Более того, это не какая угодно эстетика. В словаре открыто господствует — служит “языком-посредником”, как заявлено в предисловии, — одно конкретное направление в философской эстетике, а именно “эстетика словесного творчества” М.М. Бахтина (с. 6); именно к ней отсылают специфические, нередко эзотеричные термины, образующие категориальный костяк словаря, — та же “стилистическая трехмерность”, или “внежизненная активность”, или более расхожие “полифония”, “карнавализация” и т.д.5 Что ж, Бахтин — конечно же, гениальный мыслитель, но ведь он писал не обо всей литературе, а главным образом о литературе классического типа (известно его равнодушие к авангардизму), главным образом о повествовательной прозе, где есть персонажи с их “чужим словом” (его толкователям приходится проявлять чудеса изобретательности, находя аналоги “персонажей” в лирике), и вообще об искусстве, понимаемом как репрезентация — прежде всего как репрезентация человеческих личностей. Все это несамоочевидные решения, еще более сужающие методологический кругозор словаря, и их ограничительный смысл никак в нем не оговорен. Вообще, следует помнить, что философская эстетика — умозрительная дисциплина, ее данные и законы подкрепляются абстрактной спекуляцией и интуитивным консенсусом, а не объективной филологической проверкой. А потому и поэтика, отдающая столь резкое методологическое предпочтение эстетике перед лингвистикой, рискует в пределе — по своей идейной тенденции — оказаться нефилологической поэтикой. Во всяком случае, в словаре представлен “авторский”, намеренно односторонний проект этой дисциплины, который не стоит отождествлять со всей современной наукой о художественном тексте6.

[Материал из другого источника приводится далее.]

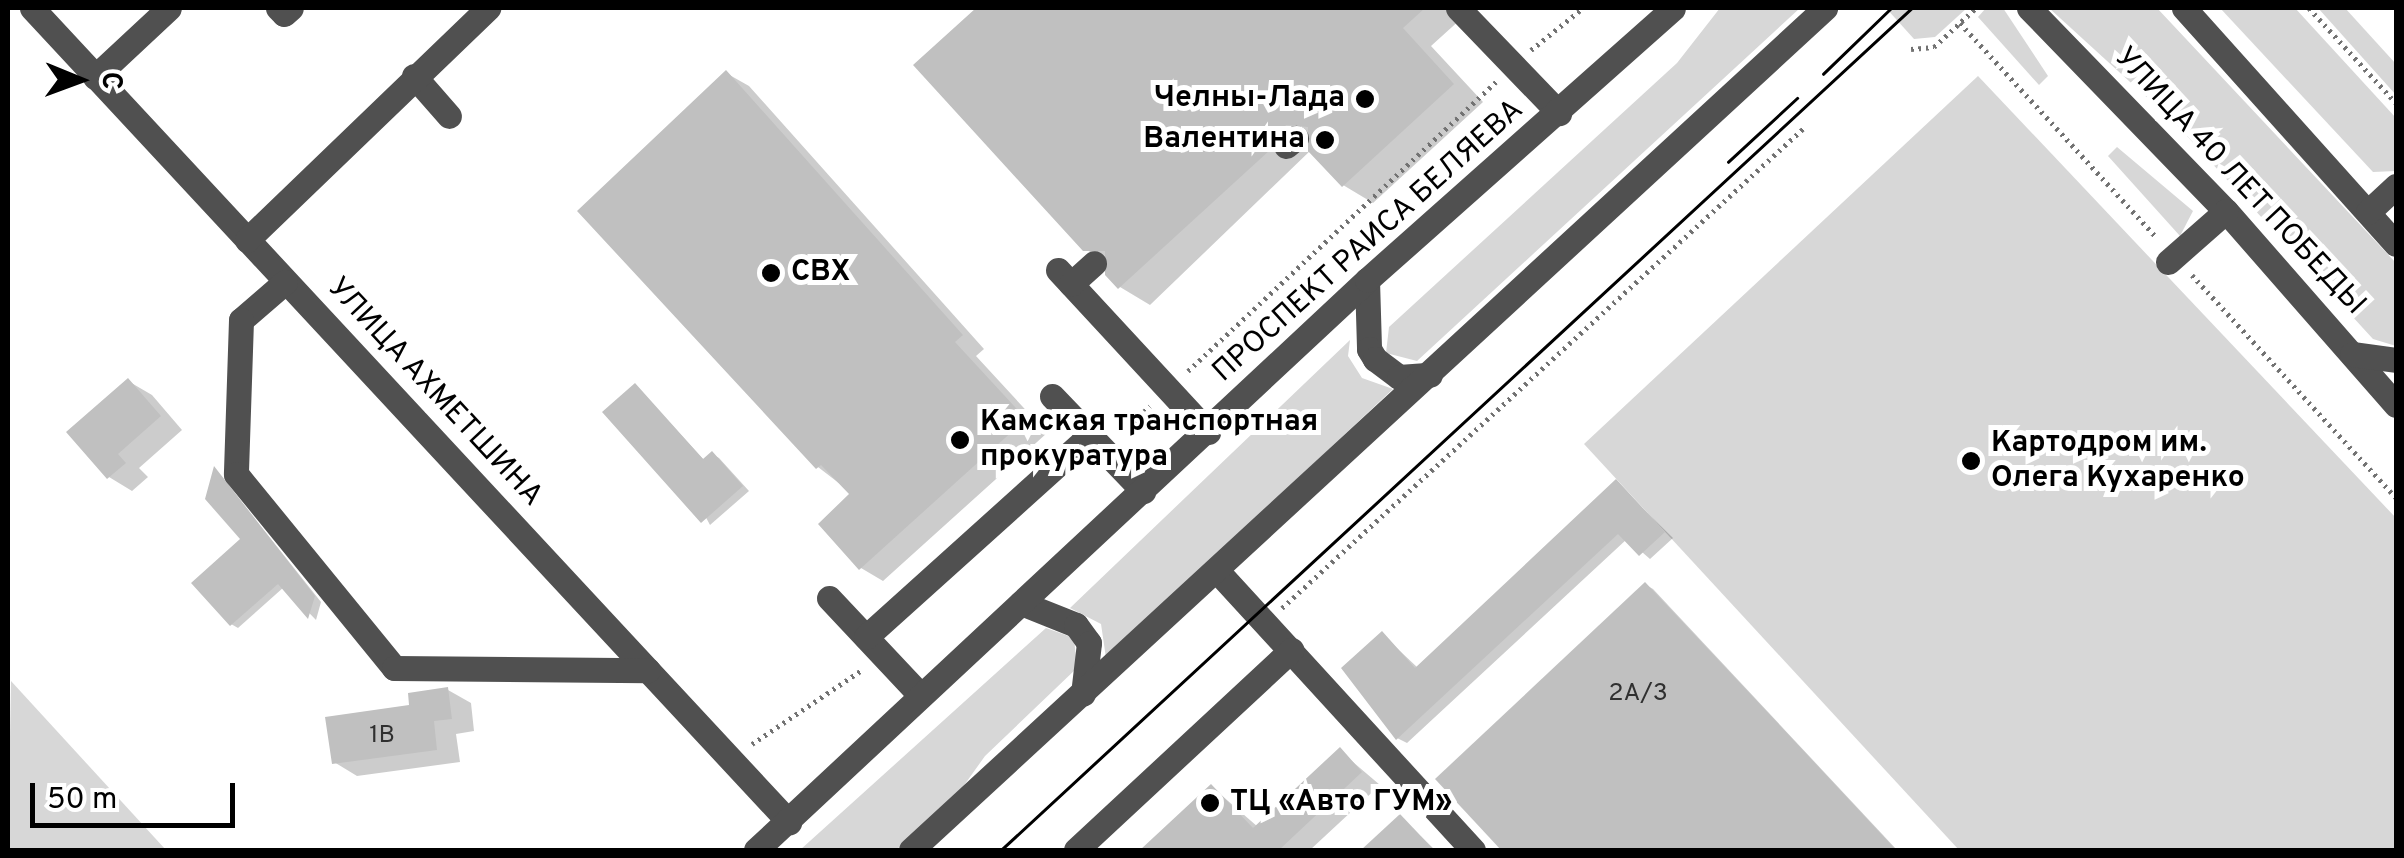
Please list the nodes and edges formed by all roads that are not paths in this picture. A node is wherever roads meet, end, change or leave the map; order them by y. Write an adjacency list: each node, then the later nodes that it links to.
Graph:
1 (32, 8): 12 (street, УЛИЦА АХМЕТШИНА)
2 (169, 8): 12 (street)
3 (278, 8): 4 (street)
4 (291, 8)
5 (488, 8): 11 (street)
6 (1457, 8): 13 (street)
7 (1673, 8): 13 (street, ПРОСПЕКТ РАИСА БЕЛЯЕВА)
8 (1825, 8): 26 (street)
9 (2029, 8): 16 (street, УЛИЦА 40 ЛЕТ ПОБЕДЫ)
10 (2184, 8): 17 (street)
11 (414, 76): 14 (street); 18 (street)
12 (95, 77): 18 (street, УЛИЦА АХМЕТШИНА)
13 (1560, 114): 22 (street, ПРОСПЕКТ РАИСА БЕЛЯЕВА)
14 (449, 116)
15 (2396, 186): 17 (street)
16 (2226, 211): 21 (street); 24 (street, УЛИЦА 40 ЛЕТ ПОБЕДЫ)
17 (2368, 212): 19 (street)
18 (246, 240): 23 (street, УЛИЦА АХМЕТШИНА)
19 (2396, 244)
20 (1094, 262): 29 (street)
21 (2168, 262)
22 (1366, 280): 26 (street); 29 (street, ПРОСПЕКТ РАИСА БЕЛЯЕВА)
23 (285, 282): 37 (street, УЛИЦА АХМЕТШИНА); 37 (street)
24 (2352, 354): 25 (street); 28 (street, УЛИЦА 40 ЛЕТ ПОБЕДЫ)
25 (2396, 360)
26 (1430, 375): 32 (street)
27 (1052, 396): 30 (street)
28 (2396, 405)
29 (1208, 432): 31 (street, ПРОСПЕКТ РАИСА БЕЛЯЕВА)
30 (1089, 436): 31 (street); 35 (street)
31 (1144, 491): 34 (street, ПРОСПЕКТ РАИСА БЕЛЯЕВА)
32 (1219, 572): 36 (street); 38 (street)
33 (829, 598): 35 (street)
34 (1021, 603): 38 (street); 39 (street, ПРОСПЕКТ РАИСА БЕЛЯЕВА)
35 (866, 636): 39 (street)
36 (1291, 650): 43 (street); 44 (street)
37 (648, 670): 40 (street, УЛИЦА АХМЕТШИНА)
38 (1084, 694): 42 (street)
39 (921, 696): 40 (street, ПРОСПЕКТ РАИСА БЕЛЯЕВА)
40 (789, 822): 41 (street, ПРОСПЕКТ РАИСА БЕЛЯЕВА)
41 (756, 850)
42 (911, 850)
43 (1076, 850)
44 (1473, 850)

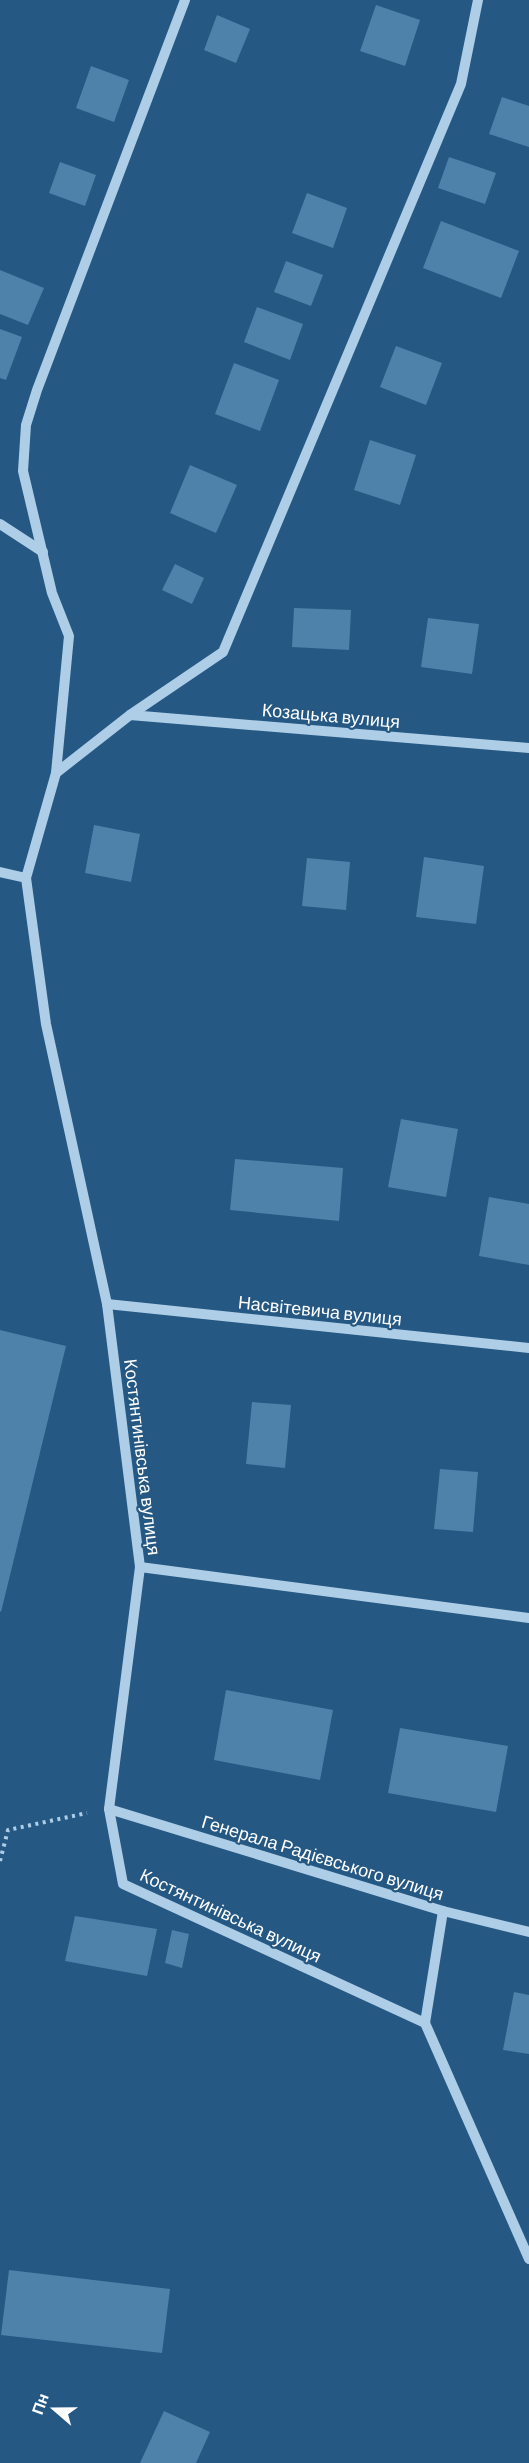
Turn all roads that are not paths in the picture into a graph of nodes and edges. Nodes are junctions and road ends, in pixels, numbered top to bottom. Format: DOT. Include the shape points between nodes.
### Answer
graph roads {
  1 [pos="185,0"];
  2 [pos="478,0"];
  3 [pos="0,524"];
  4 [pos="43,552"];
  5 [pos="130,715"];
  6 [pos="529,748"];
  7 [pos="56,773"];
  8 [pos="0,872"];
  9 [pos="26,878"];
  10 [pos="107,1304"];
  11 [pos="529,1348"];
  12 [pos="140,1567"];
  13 [pos="529,1618"];
  14 [pos="109,1809"];
  15 [pos="443,1911"];
  16 [pos="529,1932"];
  17 [pos="425,2023"];
  18 [pos="529,2259"];
  1 -- 4 [label="street" via="26,425 23,471"];
  2 -- 5 [label="street" via="461,84 223,652"];
  3 -- 4 [label="street"];
  4 -- 7 [label="street" via="52,593 69,636"];
  5 -- 6 [label="street, Козацька вулиця"];
  5 -- 7 [label="street"];
  7 -- 9 [label="street"];
  8 -- 9 [label="street"];
  9 -- 10 [label="street, Костянтинівська вулиця" via="46,1024"];
  10 -- 11 [label="street, Насвітевича вулиця"];
  10 -- 12 [label="street, Костянтинівська вулиця"];
  12 -- 13 [label="street"];
  12 -- 14 [label="street, Костянтинівська вулиця"];
  14 -- 15 [label="street, Генерала Радієвського вулиця"];
  14 -- 17 [label="street, Костянтинівська вулиця" via="123,1884"];
  15 -- 16 [label="street, Генерала Радієвського вулиця"];
  15 -- 17 [label="street"];
  17 -- 18 [label="street"];
}
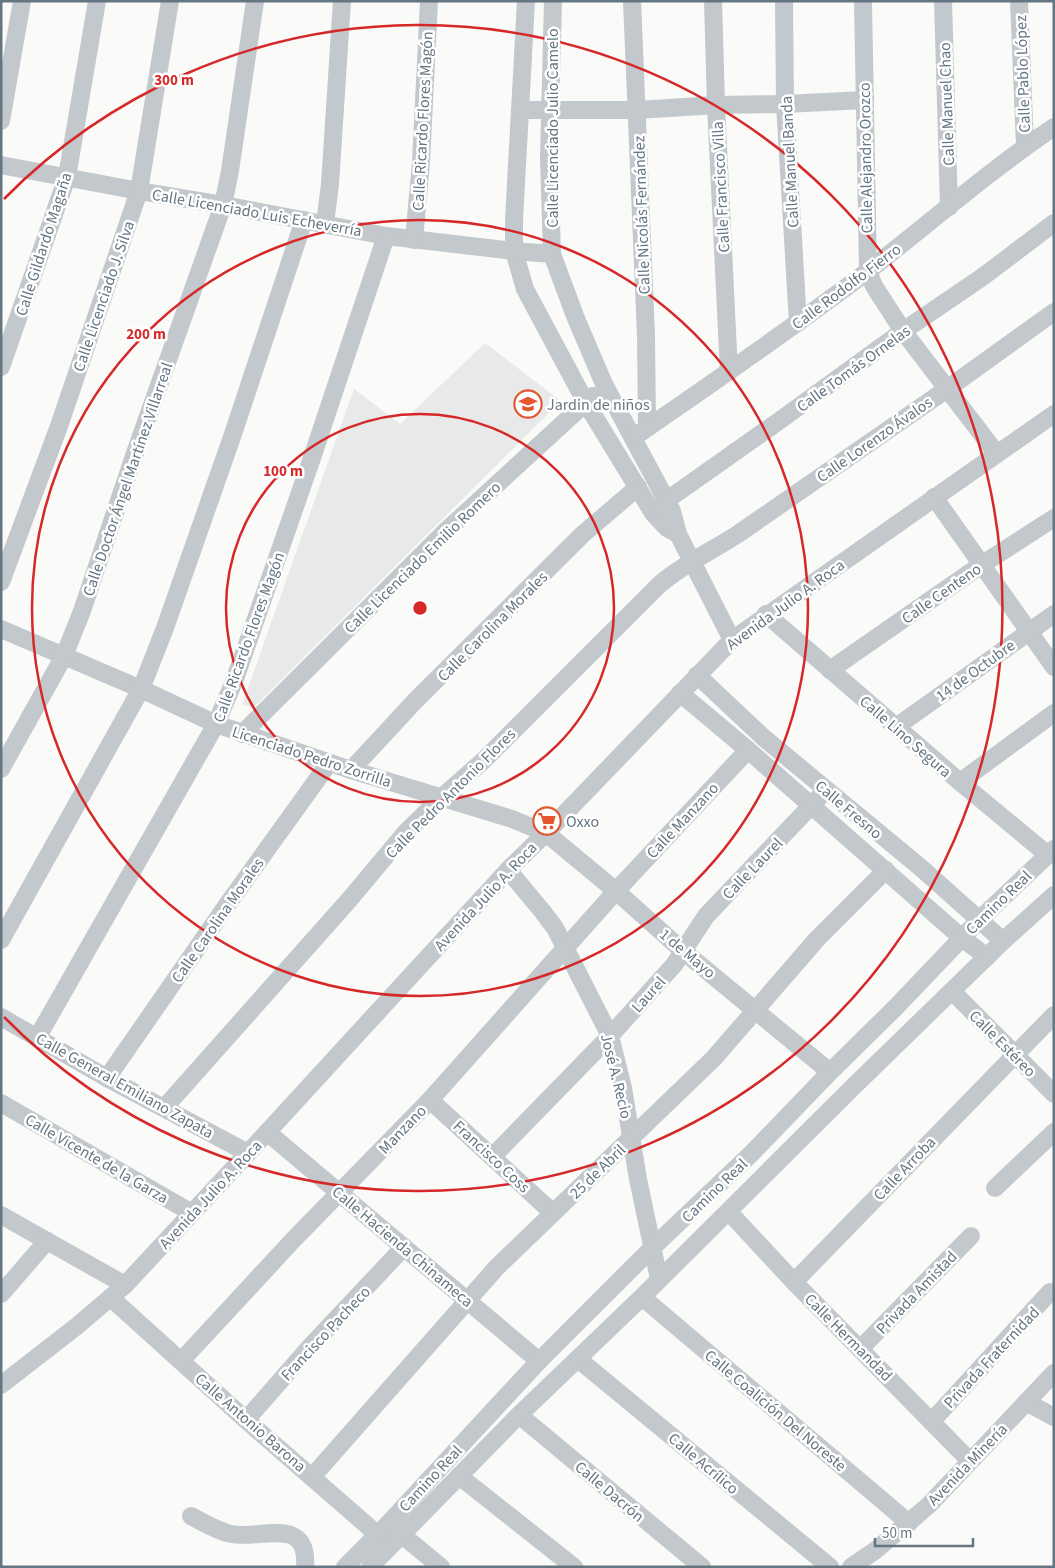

Книга Н.С. Автономовой “Открытая структура”7 сознательно нацелена на осмысление и преодоление дисциплинарных споров между философией и филологией, граница которых частично совпадает с границей между поэтикой и эстетикой. Автор видит свою задачу в том, чтобы передавать, переносить знания через эту границу: “Эта книга адресована и философам и филологам, но прежде всего — философам, так как филологам этот материал, так или иначе, знаком” (с. 11). Та же мысль повторяется по более частному поводу: “Филологам, конечно, это известно, а философы, надеюсь, найдут здесь что-то для себя интересное” (с. 295). И еще раз в заключении: “Я уже не раз говорила: материал этой книги филологам, так или иначе, известен” (с. 436). Судя по таким заявлениям, перед нами своеобразная “научно-популярная” книга — только предназначается она не любопытствующей публике вообще, а другим ученым, представителям смежной дисциплины. Пожалуй, им должно быть обидно за свое предполагаемое невежество — или же стыдно, если предположение верно…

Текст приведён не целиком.